Varunna seufzte. Damit war es wohl vorbei mit der heiteren Stimmung. Wie konnte er auch fröhlich sein, wenn er wusste, welchen Kummer Dabog und Raya quälten? Um den Schein zu wahren, blieb er noch ein wenig sitzen und machte noch ein paar Scherze, dann machte er sich ebenfalls daran, sich zurückzuziehen. Tyrande und Cerunnos, aber auch Ismala und Gwydyon, nahmen seinen Weggang sowieso kaum wahr, denn sie waren noch immer tief ins Gespräch vertieft. Da schien sich wirklich etwas anzubahnen. Varunna gönnte ihnen dieses Glück, doch für ihn wurde es Zeit. «Dann also gute Nacht!» sprach er «Morgen brechen wir also, wie abgemacht, gleich nach Anbruch des Tages, Richtung Darnassus auf.» Die Angesprochenen nickten halbherzig und unterhielten sich dann weiter angeregt. «Kaum zu glauben!» hörte Varunna Dabogs Stimme: «Nachtelfen und Blutelfen so in Eintracht vereint, so etwas sieht man nur selten. Schade, dass noch immer so viele Konflikte zwischen Horde und Allianz bestehen. Eigentlich völlig sinnlos!» «Und das von einem einstigen Herzblut- Krieger wie dir!» lachte der Tauren. «Ja. Das war einmal. Sollte ich irgendwann tatsächlich wieder einen geeigneten Körper finden, dann will ich aufhören immer in den Krieg zu ziehen. Vielleicht werde ich Paladin oder sogar Druide.» «Dann wärst du der erste menschliche Druide von Azeroth! Das ist dir hoffentlich klar, oder?» «Eigentlich schade, dass es keine Druiden unter den Menschen gibt. Dabei wäre es höchste Zeit, dass auch die Menschen sich so mit der Natur zu verbinden lernen, wie es die Nachtelfen und Tauren vermögen. Immerhin erlebe ich nun hautnah, wie ein Druide denkt und kriege auch gewisse Fähigkeiten mit. Zudem war ich sogar schon im Smaragdgrünen Traum. Also was spricht dagegen?» «Frag nicht mich! Ich persönlich, hätte nichts gegen Menschen Druiden. So, nun wird es aber Zeit, dass ich mich aufs Ohr legen. Wir wissen nicht, was uns Morgen noch alles erwartet.»

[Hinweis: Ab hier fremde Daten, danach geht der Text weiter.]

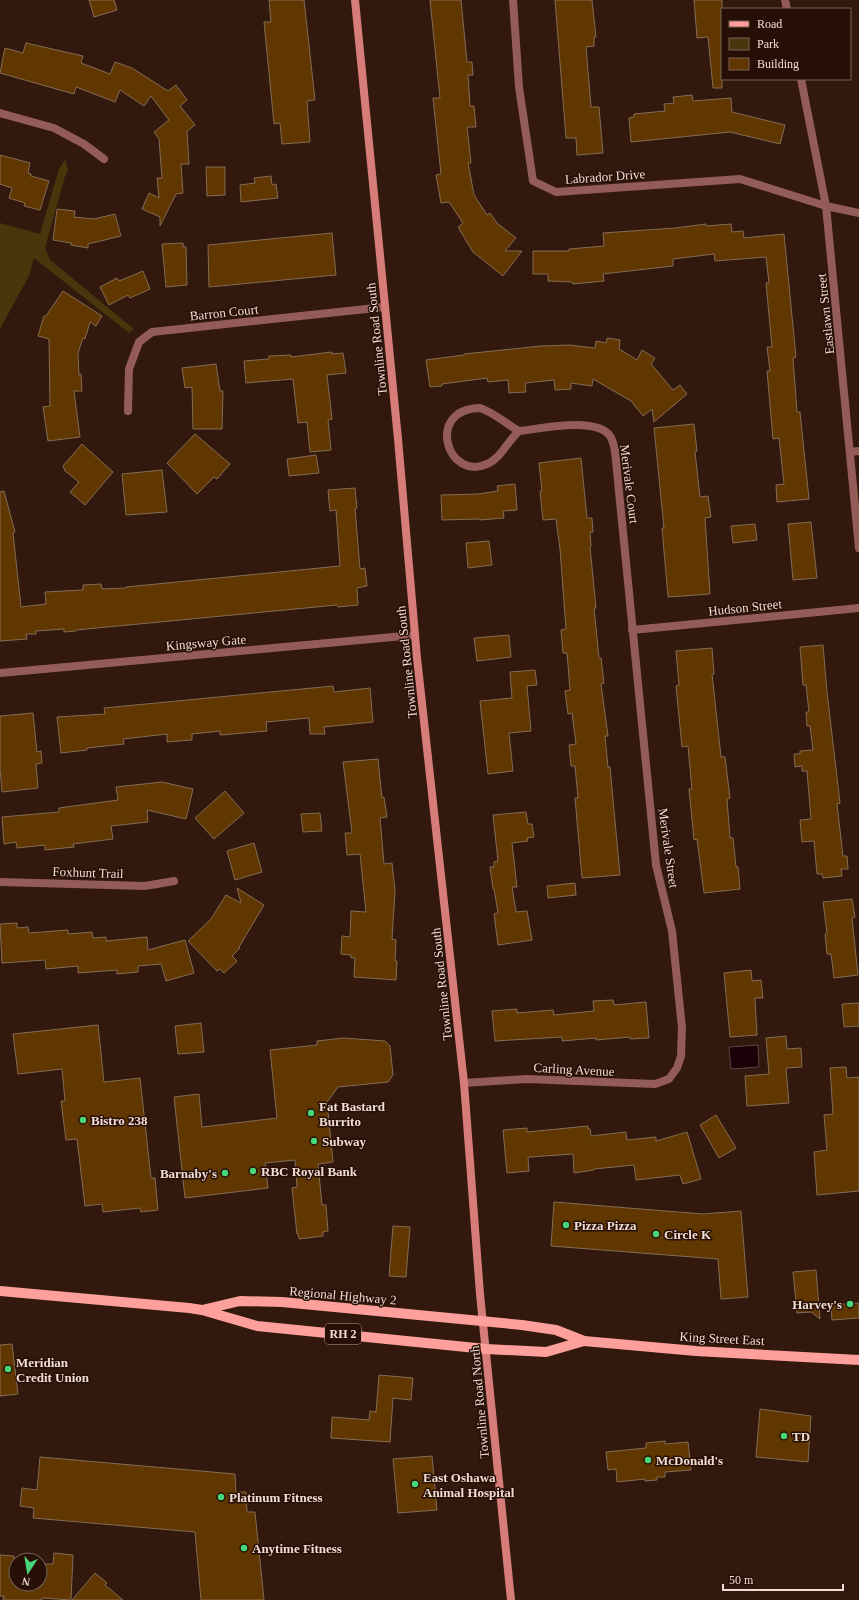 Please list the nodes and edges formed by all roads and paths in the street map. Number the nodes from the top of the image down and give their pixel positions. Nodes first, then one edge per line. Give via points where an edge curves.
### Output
1 (355, 0) edge
2 (513, 0) edge
3 (801, 80) edge
4 (0, 114) edge
5 (104, 159) dead end
6 (826, 206) junction
7 (859, 213) edge
8 (385, 307) junction
9 (128, 411) dead end
10 (519, 431) junction
11 (855, 452) edge
12 (859, 548) edge
13 (859, 608) edge
14 (632, 630) junction
15 (415, 634) junction
16 (0, 673) edge
17 (174, 881) dead end
18 (0, 882) edge
19 (677, 1068) joint
20 (464, 1083) junction
21 (0, 1292) edge
22 (202, 1310) junction
23 (483, 1321) junction
24 (584, 1341) junction
25 (486, 1349) junction
26 (859, 1360) edge
27 (511, 1600) edge

1 - 8 main road, Townline Road South
2 - 6 street, Labrador Drive via 519,87 533,181 556,192 740,179
3 - 6 street, Eastlawn Street
4 - 5 street via 54,128 84,144
6 - 7 street, Labrador Drive
6 - 11 street, Eastlawn Street
8 - 9 street, Barron Court via 152,332 139,342 129,369
8 - 15 main road, Townline Road South
10 - 10 street via 489,411 471,409 458,414 449,425 447,444 458,461 477,467 495,460
10 - 14 street, Merivale Court via 582,425 600,428 610,436 615,451 621,501
11 - 12 street, Eastlawn Street
13 - 14 street, Hudson Street
14 - 19 street, Merivale Street via 656,865 672,931 682,1028 681,1056
15 - 16 street, Kingsway Gate
15 - 20 main road, Townline Road South
17 - 18 street, Foxhunt Trail via 145,886
19 - 20 street, Carling Avenue via 669,1078 656,1084 526,1079
20 - 23 main road, Townline Road South
21 - 22 main road, Regional Highway 2 / RH 2
22 - 23 main road, Regional Highway 2 / RH 2 via 240,1301 282,1302
22 - 25 main road, Regional Highway 2 / RH 2 via 257,1326
23 - 24 main road, King Street East via 556,1330
23 - 25 main road, Townline Road North
24 - 25 main road, King Street East via 546,1352
24 - 26 main road, King Street East via 696,1351
25 - 27 main road, Townline Road North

****************************************
Es war bereits tiefste Nacht und alle Lichter waren im Gasthof schon ausgegangen, als eine schmale Gestalt aus einem der Fenster sprang und in der Finsternis verschwand. Sie wurde Teil der Schatten und pirschte sich an den Wachen vorbei, welche hier nicht sonderlich darauf achteten, wer den Stützpunkt verliess, als vielmehr darauf, wer ihn betreten wollte. So konnte die Gestalt ohne Probleme nach draussen in den Wald gelangen. Sie trug einen schwarzen Gugel, den sie tief ins Gesicht gezogen hatte. Kurz schimmerte ein leuchtendes, blaues Augenpaar darunter hervor. Zwei Ausbuchtungen oben am Kopf, deuteten die kleinen Hörner an, die der Gestalt aus dem Kopf wuchsen. Es war Linus! Er hatte gewartet, bis alle schliefen, um dann hinaus in den Wald zu gehen, um irgendwo ungestört zu sein.

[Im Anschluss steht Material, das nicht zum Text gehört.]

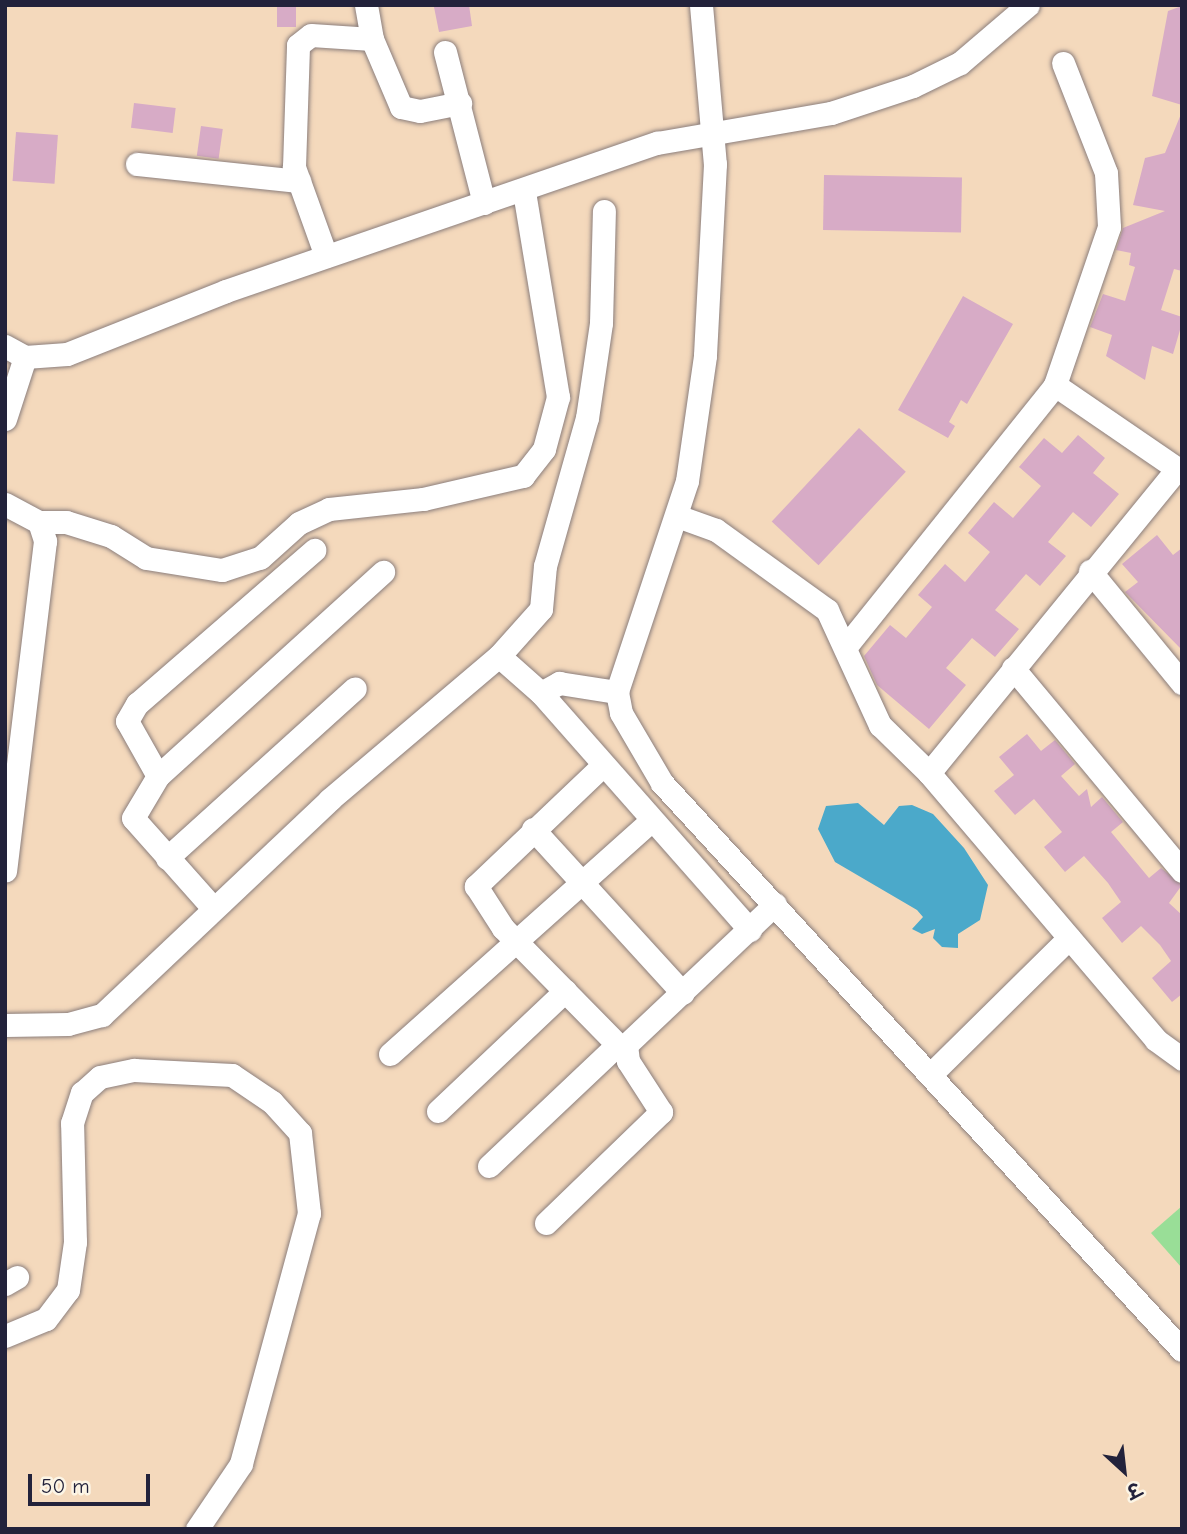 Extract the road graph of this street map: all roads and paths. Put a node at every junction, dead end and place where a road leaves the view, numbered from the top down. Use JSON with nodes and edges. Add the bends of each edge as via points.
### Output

Das Schicksal von Dabog und jenes seiner geliebten Tante Balduraya, liess ihm keine Ruhe. Er war nun bereits wieder gewachsen. Jeden Tag schien es etwas schneller zu gehen und er war nun bereits ca. 11 Jahre alt. Je älter er wurde, umso mehr Fähigkeiten entdeckte er bei sich selbst. So konnte er tatsächlich eins mit den Schatten um sich werden, sich sogar teilweise dematerialisieren. Ausserdem konnte er schon einige Zauber wirken, welche sehr der Hexenmeistermagie ähnelten.

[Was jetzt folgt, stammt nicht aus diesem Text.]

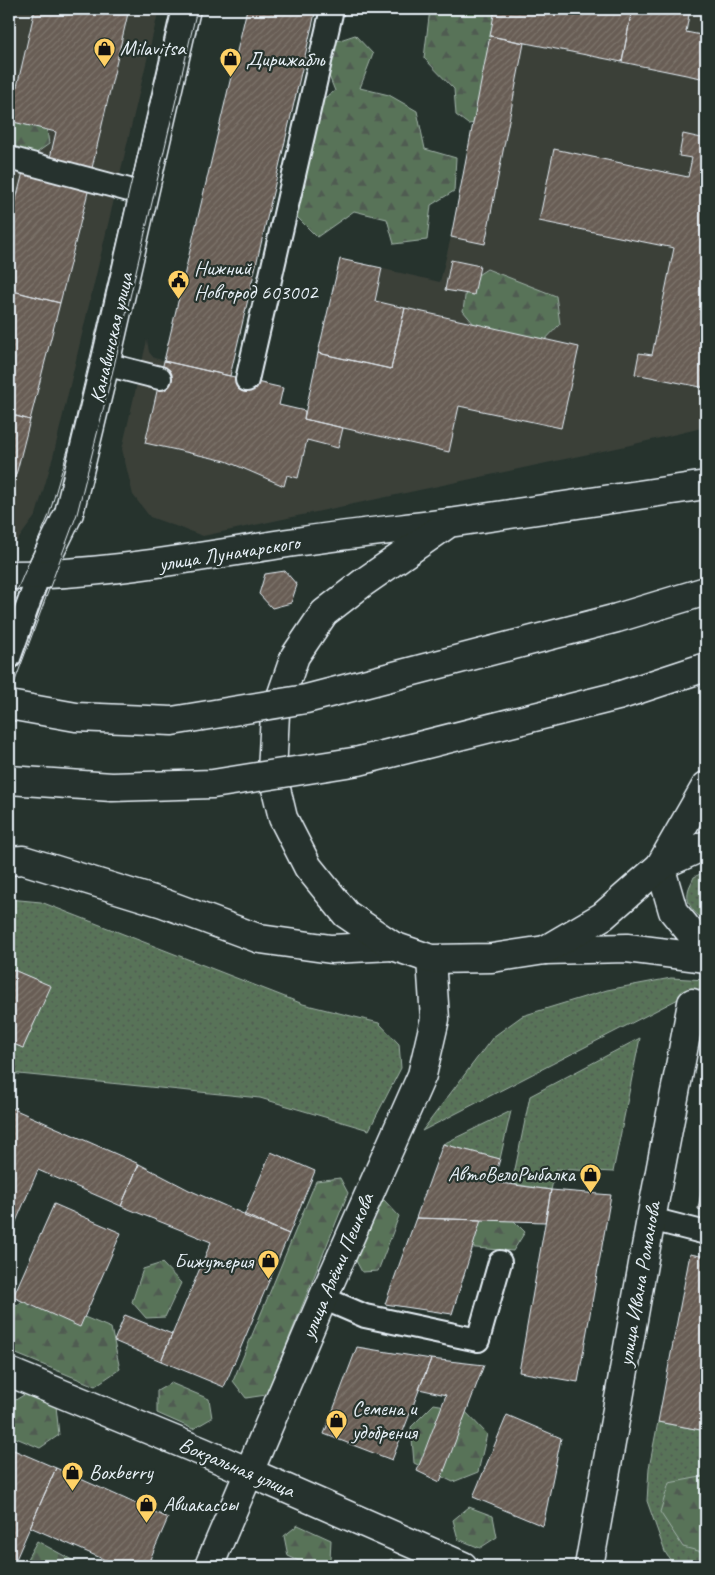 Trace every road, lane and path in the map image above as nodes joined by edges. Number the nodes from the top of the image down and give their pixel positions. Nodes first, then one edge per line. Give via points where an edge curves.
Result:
1 (186, 9) edge
2 (332, 9) edge
3 (9, 158) edge
4 (144, 194) junction
5 (105, 364) junction
6 (160, 378) dead end
7 (247, 380) dead end
8 (706, 484) edge
9 (449, 523) junction
10 (39, 574) junction
11 (9, 575) edge
12 (706, 591) edge
13 (9, 658) edge
14 (706, 667) edge
15 (9, 705) edge
16 (9, 780) edge
17 (706, 786) edge
18 (706, 845) edge
19 (13, 859) edge
20 (660, 866) junction
21 (706, 945) edge
22 (393, 946) junction
23 (545, 950) junction
24 (706, 958) edge
25 (431, 959) junction
26 (692, 1002) dead end
27 (651, 1220) junction
28 (706, 1233) edge
29 (500, 1262) dead end
30 (323, 1298) junction
31 (10, 1377) edge
32 (249, 1471) junction
33 (209, 1566) edge
34 (463, 1566) edge
35 (589, 1566) edge

1 - 4 street, Канавинская улица
2 - 7 lane
3 - 4 lane
4 - 5 street, Канавинская улица
5 - 6 lane
5 - 10 street, Канавинская улица via 69,513
8 - 9 street, улица Луначарского
9 - 10 street, улица Луначарского via 154,564
9 - 22 street via 324,614 295,656 275,714 272,772 282,818 308,867 346,914
10 - 11 street, улица Луначарского
10 - 13 lane, Канавинская улица
12 - 15 street, bridge via 617,618 306,699 172,721 76,717
14 - 16 street, bridge via 618,696 359,761 213,784 112,787
17 - 20 street
18 - 20 street
19 - 22 street via 163,902 260,939 331,948
20 - 21 street via 673,911 695,938
20 - 23 street via 603,916
22 - 25 street
23 - 24 street via 626,948
23 - 25 street via 492,958
25 - 30 street, улица Алёши Пешкова via 435,1019 422,1075
26 - 27 street, улица Ивана Романова
27 - 28 lane
27 - 35 street, улица Ивана Романова
29 - 30 lane via 478,1340 365,1316
30 - 32 street, улица Алёши Пешкова
31 - 32 street, Вокзальная улица
32 - 33 street, улица Алёши Пешкова
32 - 34 street, Вокзальная улица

Er wollte nicht glauben, dass es keinen Weg für die beiden Liebenden geben sollte, endlich richtig zusammen zu sein und darum versuchte er sich, an einem völlig neuen Zauber, einem Zauber, von dem er allerdings noch nicht genau wusste, wie oder ob, er überhaupt funktionieren würde. Er hatte ein paar Haare von einem der Kaninchen im Stützpunkt mitgenommen und sprach nun eine Zauberformel, welche ihm erst vor kurzem in den Sinn gekommen war.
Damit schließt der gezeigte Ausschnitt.